INDIANAPOLIS (AP) — Researchers say workers are paying a larger portion of health insurance costs as businesses, trying to ride out the economic downturn, shift more of the burden to their employees.
The average employee contribution toward premiums for family coverage climbed 14 percent this year to nearly $4,000, according to a report by the Kaiser Family Foundation and the Health Research and Educational Trust released Thursday. Contributions for single coverage grew 15 percent.
Total premiums rose a modest 3 percent for family coverage and 5 percent for single employees. But Kaiser Family Foundation CEO Drew Altman said companies passed most of those increases on to workers instead of absorbing them as they usually do.
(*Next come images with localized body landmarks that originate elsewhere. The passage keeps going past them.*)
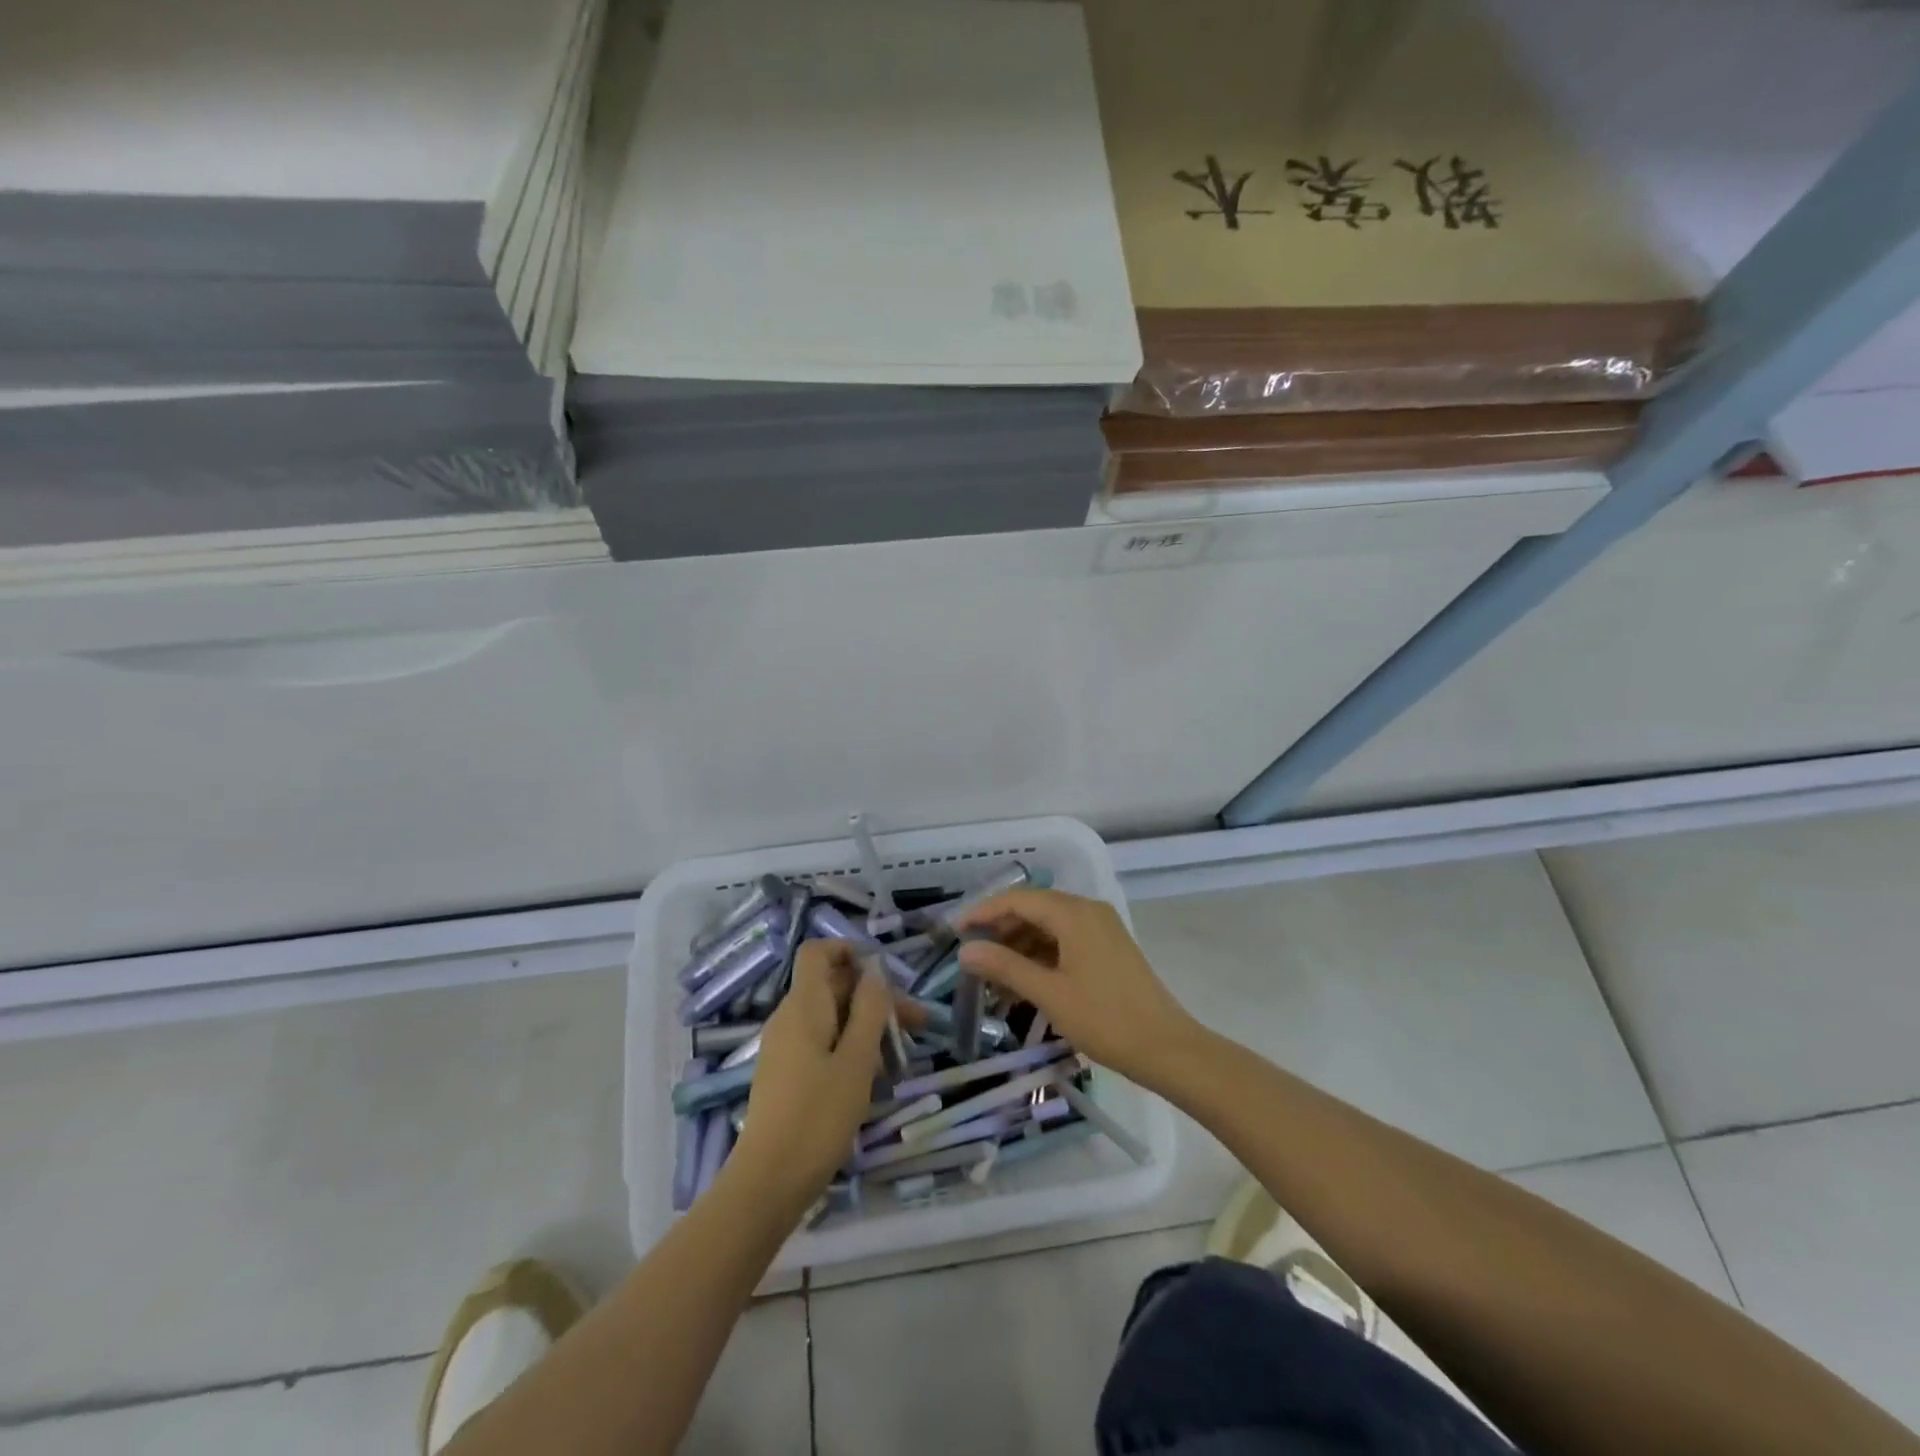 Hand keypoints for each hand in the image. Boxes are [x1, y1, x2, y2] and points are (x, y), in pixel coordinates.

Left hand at [729, 940, 889, 1212]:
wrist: (768, 1182)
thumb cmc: (818, 1115)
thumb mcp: (857, 1059)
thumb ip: (869, 1009)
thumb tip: (875, 969)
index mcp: (804, 1005)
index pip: (817, 952)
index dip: (849, 951)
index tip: (885, 974)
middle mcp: (789, 1018)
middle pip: (832, 986)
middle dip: (874, 997)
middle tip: (916, 1024)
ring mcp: (784, 1047)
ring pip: (830, 1017)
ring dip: (867, 1025)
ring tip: (901, 1055)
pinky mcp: (786, 1074)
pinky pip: (821, 1043)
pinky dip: (849, 1047)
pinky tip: (873, 1077)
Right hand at [955, 888, 1199, 1087]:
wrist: (1166, 1048)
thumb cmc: (1105, 1019)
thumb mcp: (1049, 994)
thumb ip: (1005, 967)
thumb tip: (965, 950)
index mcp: (1074, 913)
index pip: (1018, 899)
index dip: (983, 912)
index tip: (955, 931)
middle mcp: (1088, 910)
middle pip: (1034, 909)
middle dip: (1000, 930)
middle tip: (972, 955)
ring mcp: (1101, 928)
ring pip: (1049, 926)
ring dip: (1020, 946)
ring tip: (993, 975)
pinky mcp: (1108, 948)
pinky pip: (1065, 940)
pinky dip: (1041, 955)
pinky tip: (1024, 981) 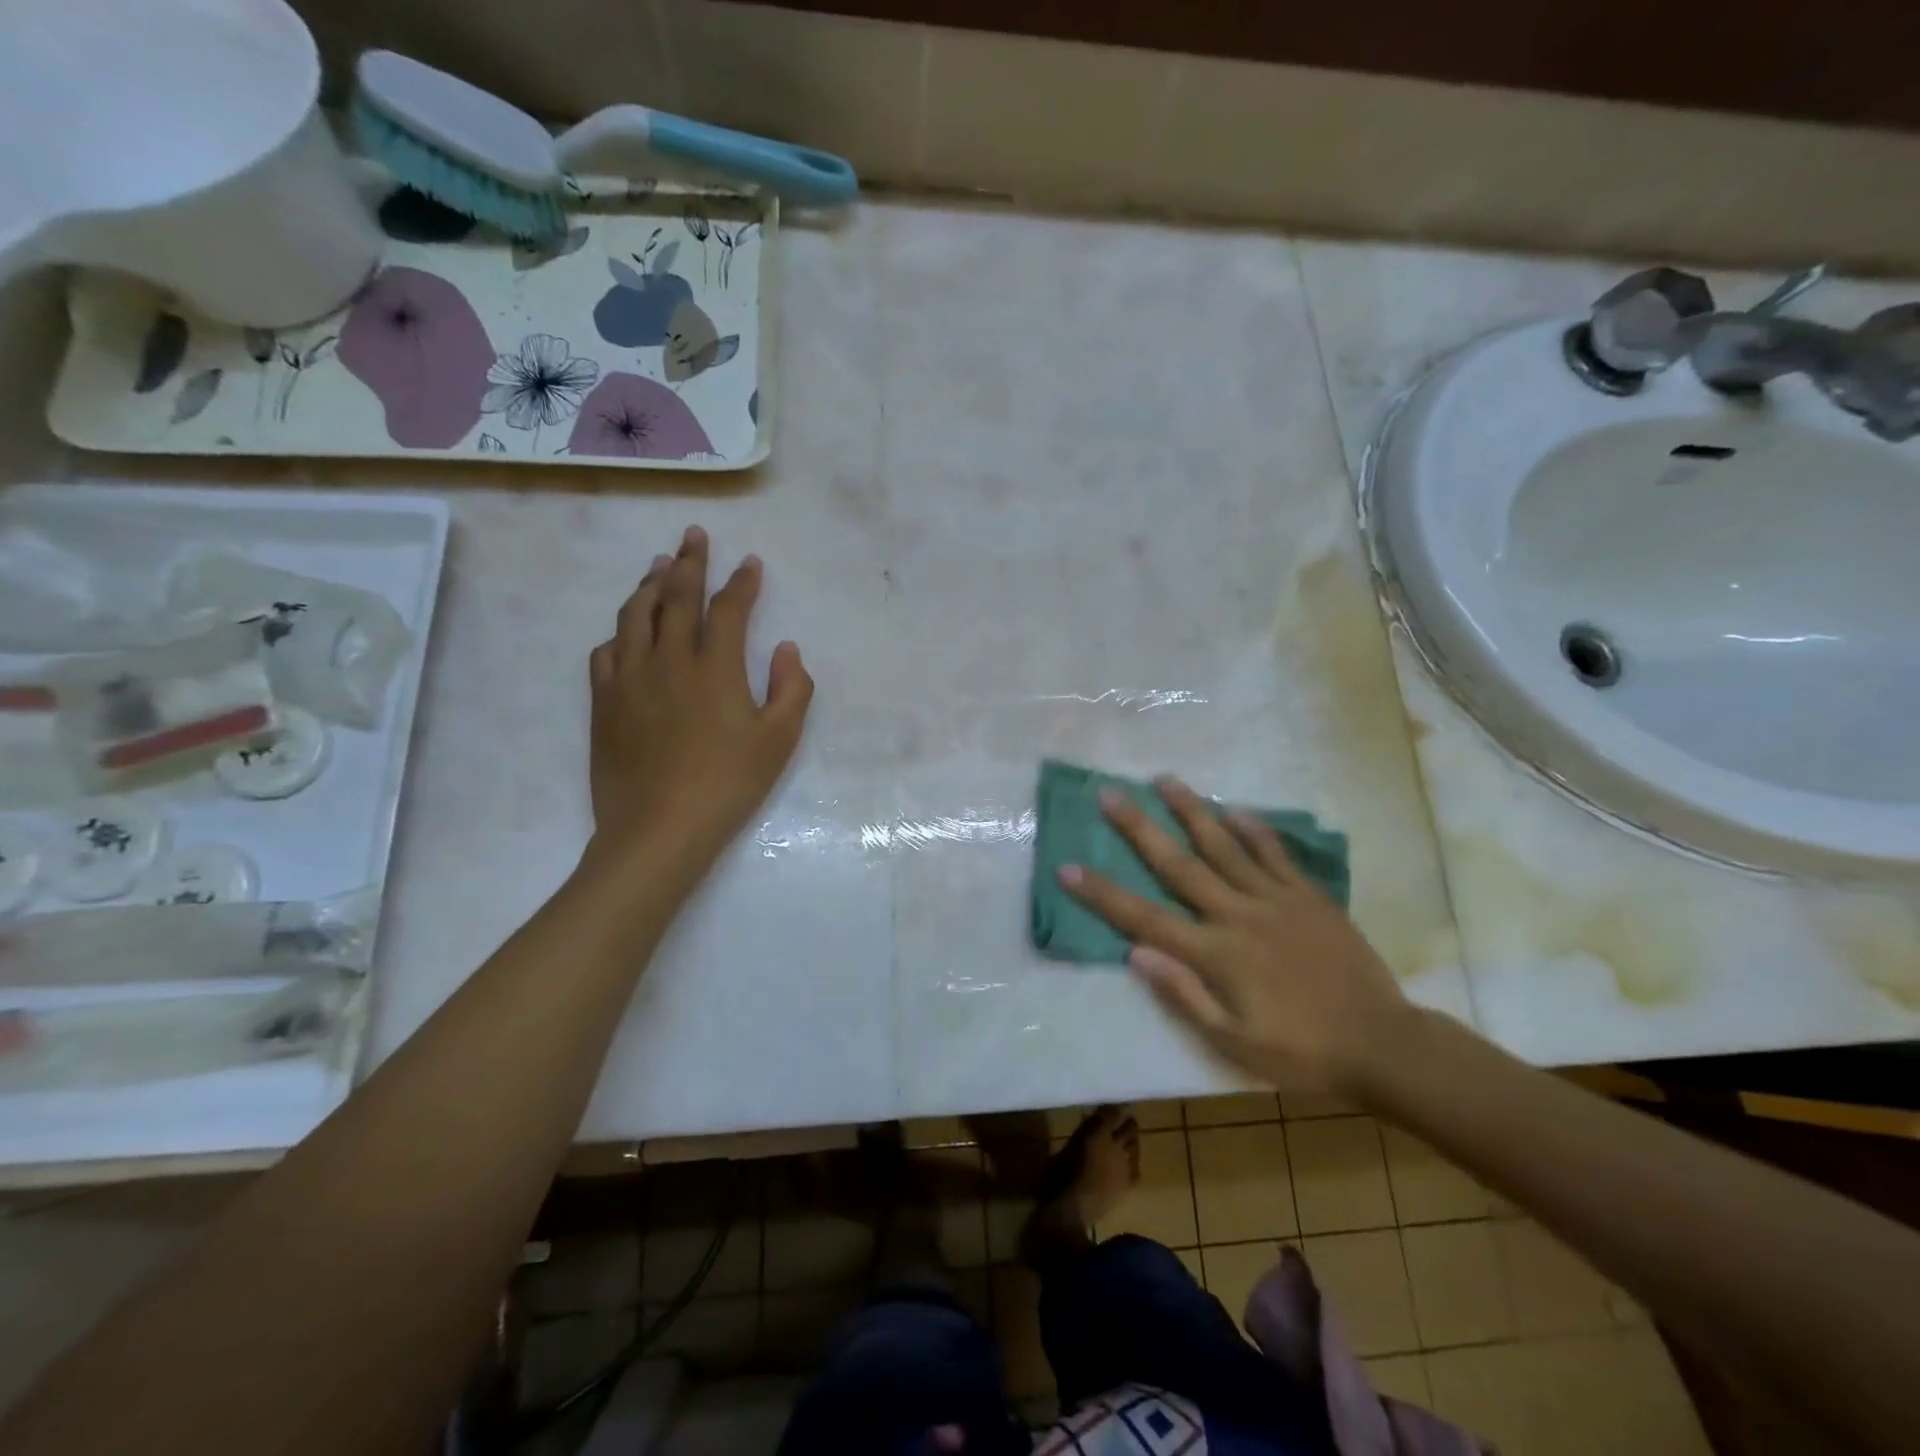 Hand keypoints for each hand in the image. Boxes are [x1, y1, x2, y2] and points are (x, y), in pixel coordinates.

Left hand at [586, 527, 812, 872]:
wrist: (658, 828)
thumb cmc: (728, 784)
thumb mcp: (779, 741)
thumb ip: (791, 688)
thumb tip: (785, 648)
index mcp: (714, 667)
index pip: (729, 609)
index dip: (741, 583)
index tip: (750, 562)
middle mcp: (668, 660)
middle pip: (677, 597)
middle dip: (690, 562)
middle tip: (694, 535)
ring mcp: (630, 678)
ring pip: (636, 615)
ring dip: (650, 584)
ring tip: (659, 564)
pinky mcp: (604, 702)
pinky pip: (607, 651)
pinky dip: (621, 631)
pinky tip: (626, 630)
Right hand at [1059, 776, 1411, 1096]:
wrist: (1383, 1045)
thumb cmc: (1302, 1052)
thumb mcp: (1235, 1043)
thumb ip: (1184, 995)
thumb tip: (1135, 953)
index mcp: (1216, 954)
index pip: (1144, 918)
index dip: (1103, 893)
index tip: (1068, 867)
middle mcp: (1238, 915)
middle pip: (1178, 865)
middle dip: (1139, 829)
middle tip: (1110, 795)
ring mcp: (1276, 900)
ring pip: (1224, 846)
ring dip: (1191, 811)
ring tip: (1165, 780)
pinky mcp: (1309, 897)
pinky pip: (1276, 854)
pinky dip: (1254, 829)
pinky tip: (1235, 808)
The nonprofit Kaiser and the research trust surveyed more than 3,000 randomly selected companies from across the country earlier this year.
Researchers found that businesses still pay at least 70 percent of the total premium, on average, for their workers. But they're asking workers to chip in more, and that goes beyond increasing the premium contribution.
"The coverage that employees get is looking less and less like the coverage that their parents used to get," Altman said.
A growing percentage of workers are covered by health insurance that requires them to pay a deductible of $1,000 or more before most coverage starts. The increase is most striking with smaller companies, where 46 percent of workers are enrolled in high-deductible plans, up from 16 percent in 2006.
At companies with 200 or more employees, 17 percent of covered workers had high-deductible plans, up from 6 percent four years ago.